In the material below, find each line with the word "Fergana" and copy it.
■ ■ ■ ■ ■
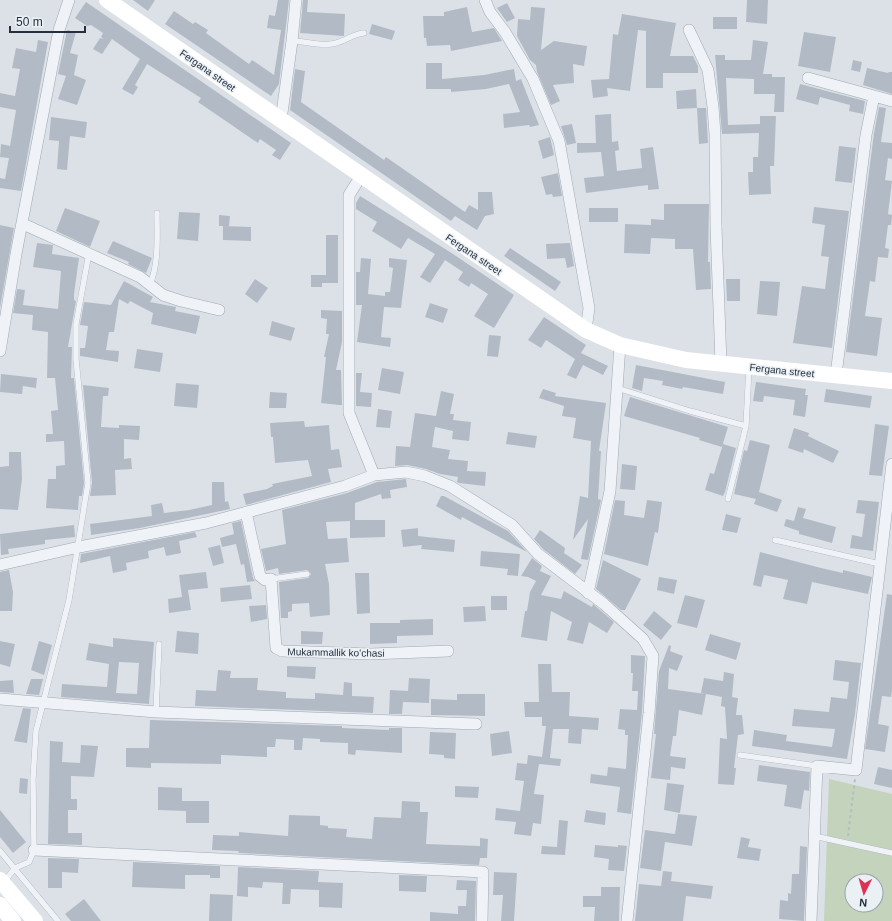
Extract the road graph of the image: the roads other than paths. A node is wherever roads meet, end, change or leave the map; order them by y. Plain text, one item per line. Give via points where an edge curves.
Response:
1 (68, 0) edge
2 (107, 0) edge
3 (296, 0) edge
4 (485, 0) edge
5 (689, 30) dead end
6 (364, 33) dead end
7 (292, 41) junction
8 (808, 78) dead end
9 (874, 96) junction
10 (892, 101) edge
11 (281, 120) junction
12 (361, 176) junction
13 (157, 213) dead end
14 (22, 224) junction
15 (89, 254) junction
16 (150, 285) junction
17 (219, 310) dead end
18 (586, 330) junction
19 (620, 345) junction
20 (0, 351) edge
21 (721, 363) junction
22 (749, 366) junction
23 (836, 375) junction
24 (892, 381) edge
25 (617, 388) junction
26 (746, 426) junction
27 (892, 464) edge
28 (374, 475) junction
29 (728, 498) dead end
30 (246, 512) junction
31 (775, 540) dead end
32 (78, 547) junction
33 (880, 564) junction
34 (0, 565) edge
35 (307, 574) dead end
36 (271, 579) junction
37 (588, 593) junction
38 (159, 644) dead end
39 (448, 651) dead end
40 (0, 699) edge
41 (43, 703) junction
42 (156, 712) junction
43 (476, 724) dead end
44 (740, 755) dead end
45 (817, 766) junction
46 (813, 836) junction
47 (34, 850) junction
48 (0, 851) edge
49 (892, 853) edge
50 (15, 868) junction
51 (2, 882) edge
52 (0, 905) edge
53 (13, 921) edge
54 (35, 921) edge
55 (58, 921) edge
56 (482, 921) edge
57 (627, 921) edge
58 (811, 921) edge

1 - 14 street via 59,30
2 - 11 street, Fergana street
3 - 7 street
4 - 18 street via 533,79 559,141 589,308
5 - 21 street via 708,70 715,134
6 - 7 lane via 357,33 332,44
7 - 11 street
8 - 9 street
9 - 10 street
9 - 23 street via 866,135
11 - 12 street, Fergana street
12 - 18 street, Fergana street
12 - 28 street via 349,194 349,413
13 - 16 lane via 155,271
14 - 15 street
14 - 20 street
15 - 16 street
15 - 32 lane via 76,324 76,359 88,483
16 - 17 street via 163,295
18 - 19 street, Fergana street
19 - 21 street, Fergana street via 686,360
19 - 25 street
21 - 22 street, Fergana street
22 - 23 street, Fergana street
22 - 26 lane
23 - 24 street, Fergana street
25 - 26 lane
25 - 37 street via 610,491
26 - 29 lane
27 - 33 street
28 - 30 street via 345,486
28 - 37 street via 406,472 450,486 512,525 538,554
30 - 32 street via 206,523
30 - 36 street via 260,576 265,580
31 - 33 lane
32 - 34 street
32 - 41 lane via 69,600
33 - 45 street via 856,770
35 - 36 lane
36 - 39 street, Mukammallik koʻchasi via 276,648 282,651 371,654
37 - 57 street via 643,639 652,656 649,713
38 - 42 lane
40 - 41 street
41 - 42 street
41 - 47 lane via 36,730 33,772
42 - 43 street
44 - 45 lane
45 - 46 street
46 - 49 lane
46 - 58 street
47 - 50 lane via 29,862
47 - 56 street via 483,872
48 - 50 lane
50 - 51 lane
50 - 55 lane
51 - 54 street
52 - 53 street

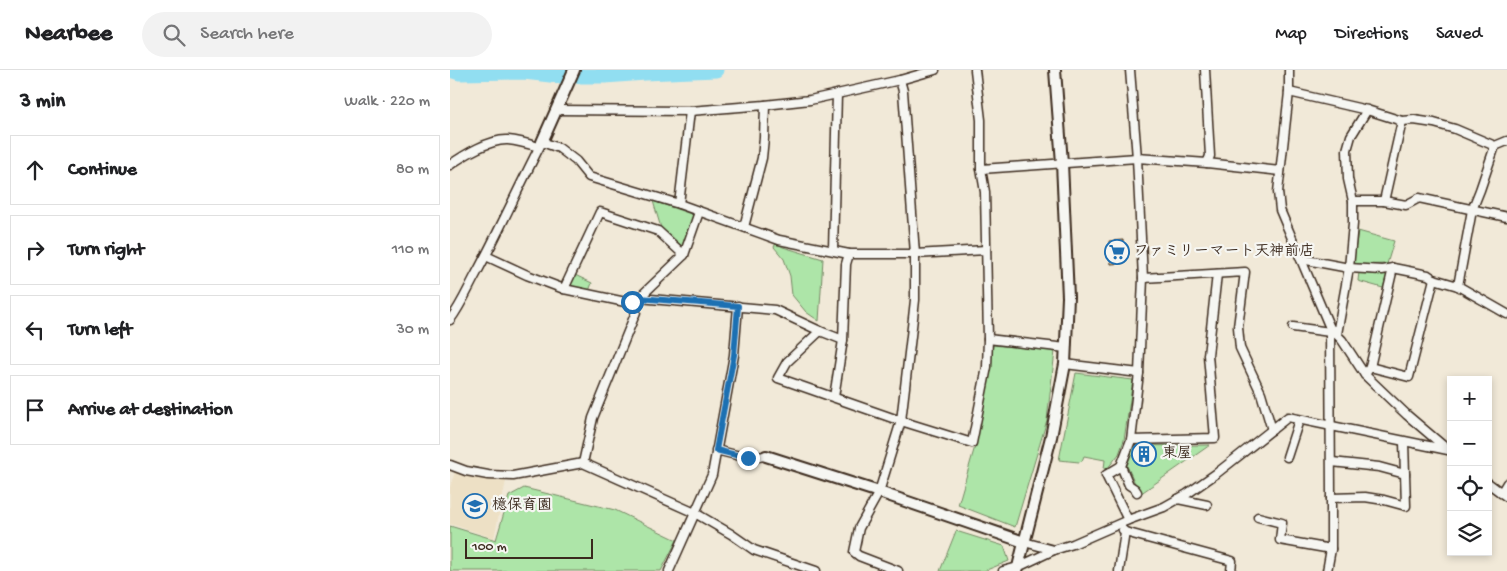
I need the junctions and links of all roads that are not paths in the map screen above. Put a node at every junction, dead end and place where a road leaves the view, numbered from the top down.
1 (574, 70) edge
2 (935, 70) edge
3 (975, 70) edge
4 (1055, 70) edge
5 (1130, 70) edge
6 (1205, 70) edge
7 (1289, 70) edge
8 (900, 80) junction
9 (1289, 92) junction
10 (837, 94) junction
11 (764, 105) junction
12 (558, 107) junction
13 (1367, 110) junction
14 (690, 111) junction
15 (1402, 120) junction
16 (1507, 141) edge
17 (541, 144) junction
18 (1495, 146) junction
19 (1137, 158) junction
20 (1062, 163) junction
21 (1207, 163) junction
22 (450, 165) edge
23 (981, 169) junction
24 (1280, 170) junction
25 (1353, 201) junction
26 (1384, 201) junction
27 (679, 204) junction
28 (1472, 210) junction
29 (699, 212) junction
30 (1507, 217) edge
31 (744, 227) junction
32 (833, 250) junction
33 (986, 250) junction
34 (849, 254) junction
35 (915, 254) junction
36 (684, 255) junction
37 (486, 256) junction
38 (1301, 259) junction
39 (1349, 268) junction
40 (1393, 268) junction
41 (1217, 274) junction
42 (1142, 278) junction
43 (1434, 279) junction
44 (1458, 286) junction
45 (564, 289) junction
46 (636, 300) junction
47 (738, 306) junction
48 (1507, 314) edge
49 (450, 320) edge
50 (1293, 327) dead end
51 (1332, 331) junction
52 (820, 332) junction
53 (988, 339) junction
54 (843, 340) junction
55 (1066, 348) junction
56 (1065, 364) junction
57 (1370, 367) junction
58 (1140, 373) junction
59 (1365, 375) junction
60 (834, 397) junction
61 (1299, 420) junction
62 (901, 421) junction
63 (1330, 427) junction
64 (1272, 430) junction
65 (1131, 440) junction
66 (1404, 442) junction
67 (1447, 448) edge
68 (716, 450) junction
69 (1447, 450) edge
70 (766, 456) joint
71 (1287, 457) dead end
72 (1332, 462) junction
73 (583, 463) junction
74 (450, 465) edge
75 (1121, 466) junction
76 (1405, 474) junction
77 (1507, 483) edge
78 (1492, 485) edge
79 (878, 492) junction
80 (1137, 492) dead end
81 (1504, 495) edge
82 (1332, 498) junction
83 (1178, 499) junction
84 (1207, 505) dead end
85 (695, 514) junction
86 (1258, 517) dead end
87 (1128, 520) junction
88 (1119, 524) junction
89 (1125, 532) junction
90 (1024, 542) junction
91 (1331, 549) junction
92 (1054, 550) junction
93 (794, 563) junction
94 (1018, 569) edge
95 (669, 571) edge
96 (790, 571) edge
97 (816, 571) edge
98 (898, 571) edge
99 (1003, 571) edge
100 (1119, 571) edge
101 (1231, 571) edge
102 (1328, 571) edge

1 - 12 street
2 - 8 street
3 - 23 street
4 - 20 street
5 - 19 street
6 - 21 street
7 - 9 street
8 - 10 street
8 - 35 street
9 - 13 street
9 - 24 street
10 - 11 street
10 - 32 street
11 - 14 street
11 - 31 street
12 - 14 street
12 - 17 street
13 - 15 street
13 - 25 street
14 - 27 street
15 - 18 street
15 - 26 street
16 - 18 street
17 - 22 street
17 - 27 street
17 - 37 street
18 - 28 street
19 - 20 street
19 - 21 street
19 - 42 street
20 - 23 street
20 - 55 street
21 - 24 street
23 - 33 street
24 - 38 street
25 - 26 street
25 - 39 street
26 - 28 street
27 - 29 street
28 - 30 street
28 - 44 street
29 - 31 street
29 - 36 street
31 - 32 street
32 - 34 street
33 - 35 street
33 - 53 street
34 - 35 street
34 - 54 street
35 - 62 street
36 - 45 street
36 - 46 street
37 - 45 street
37 - 49 street
38 - 39 street
38 - 51 street
39 - 40 street
39 - 51 street
40 - 43 street
40 - 57 street
41 - 42 street
41 - 64 street
41 - 65 street
42 - 58 street
43 - 44 street
43 - 57 street
44 - 48 street
45 - 46 street
46 - 47 street
46 - 73 street
47 - 52 street
47 - 68 street
50 - 51 street
51 - 59 street
51 - 63 street
52 - 54 street
52 - 60 street
53 - 55 street
53 - 62 street
54 - 60 street
55 - 56 street
56 - 58 street
56 - 90 street
57 - 59 street
58 - 65 street
59 - 67 street
60 - 62 street
61 - 63 street
61 - 64 street
61 - 71 street
62 - 79 street
63 - 66 street
63 - 72 street
64 - 83 street
65 - 75 street
66 - 69 street
66 - 76 street
68 - 70 street
68 - 85 street
70 - 79 street
72 - 76 street
72 - 82 street
73 - 74 street
73 - 85 street
75 - 80 street
75 - 87 street
76 - 82 street
77 - 81 street
78 - 81 street
79 - 90 street
79 - 98 street
82 - 91 street
83 - 84 street
83 - 87 street
85 - 93 street
85 - 95 street
86 - 91 street
87 - 88 street
88 - 89 street
88 - 92 street
89 - 100 street
89 - 101 street
90 - 92 street
90 - 94 street
91 - 102 street
92 - 94 street
93 - 96 street
93 - 97 street
94 - 99 street

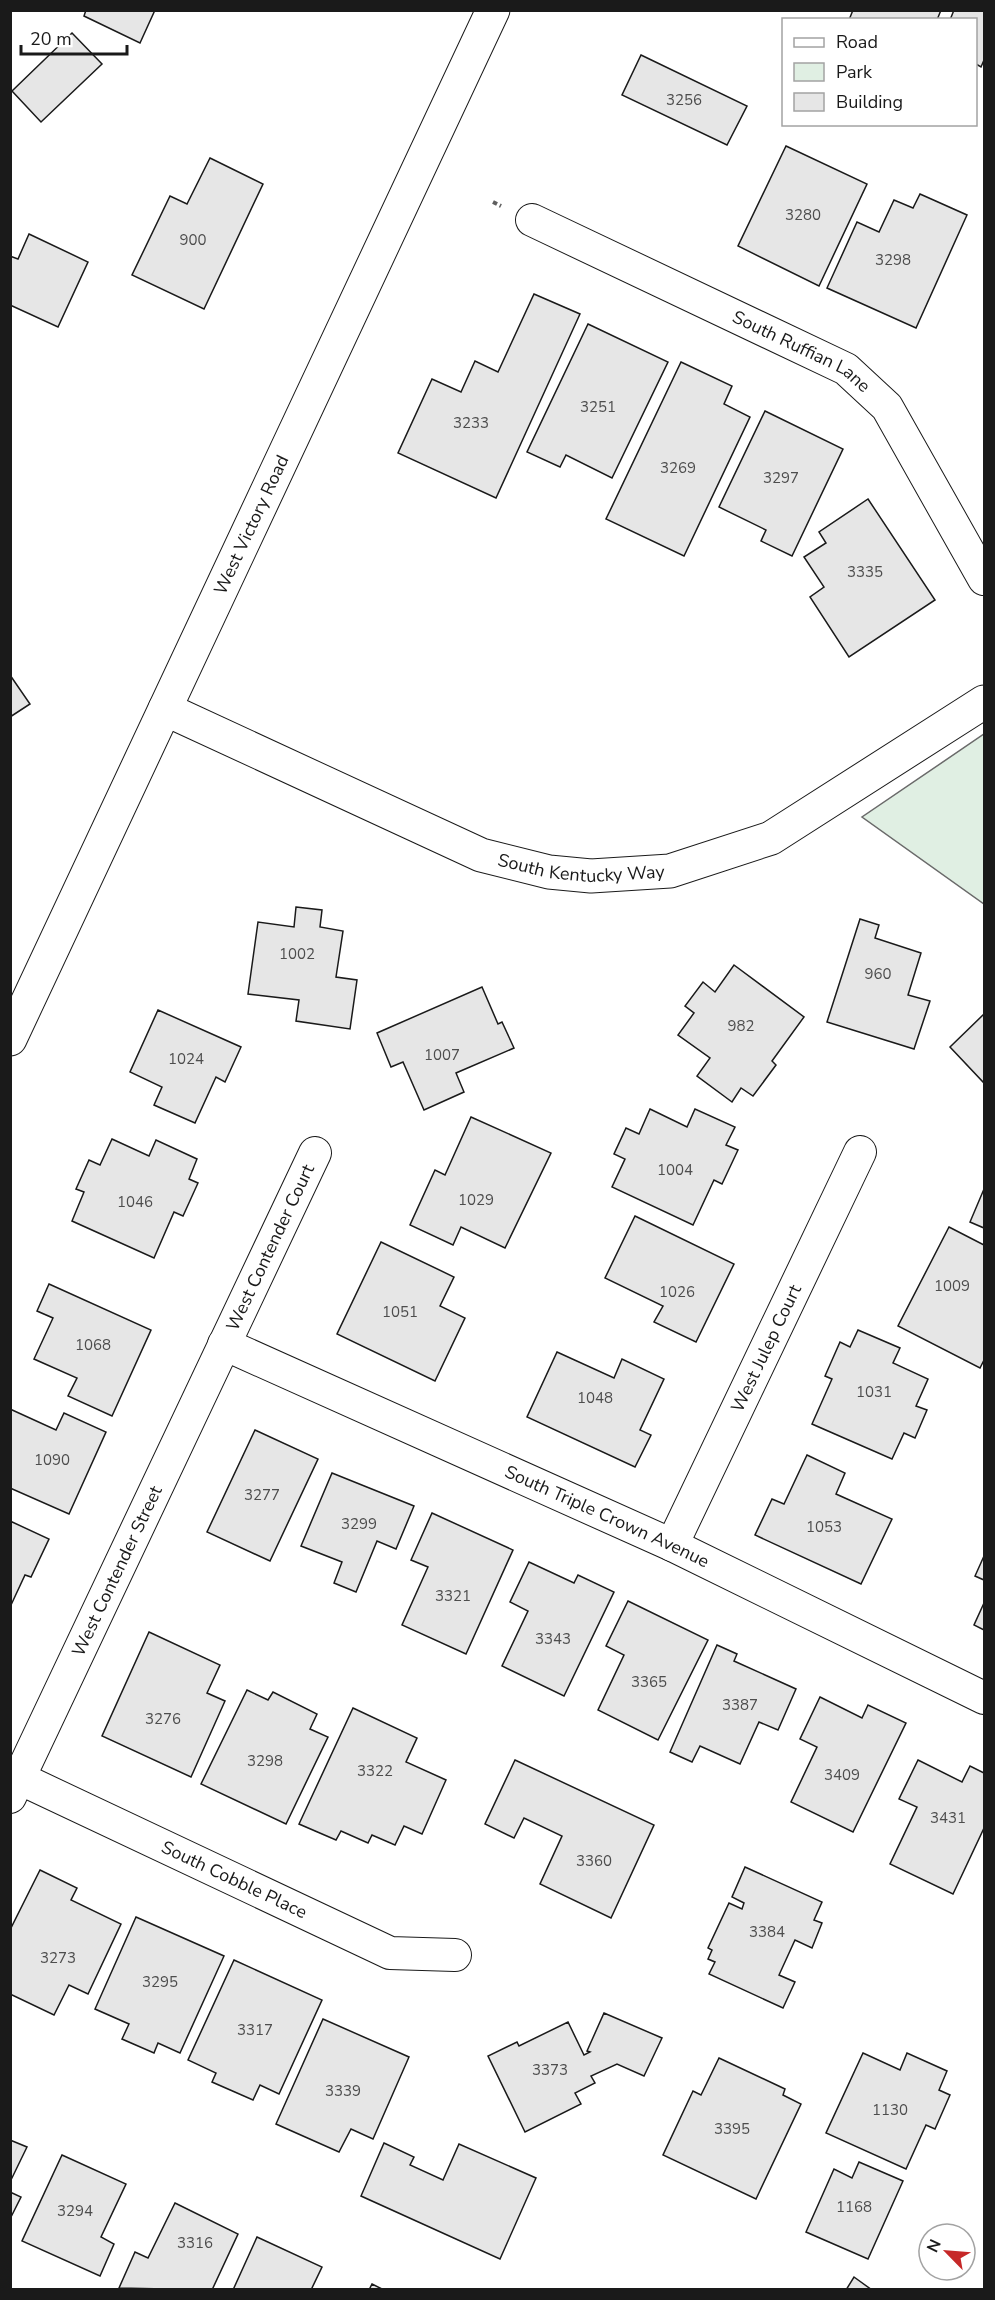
■ ■ ■ ■ ■
▶ **PROBLEM SOLUTION**
2 - 11 street, Fergana street
11 - 12 street, Fergana street
12 - 18 street, Fergana street
18 - 19 street, Fergana street
19 - 21 street, Fergana street via 686,360
21 - 22 street, Fergana street
22 - 23 street, Fergana street
23 - 24 street, Fergana street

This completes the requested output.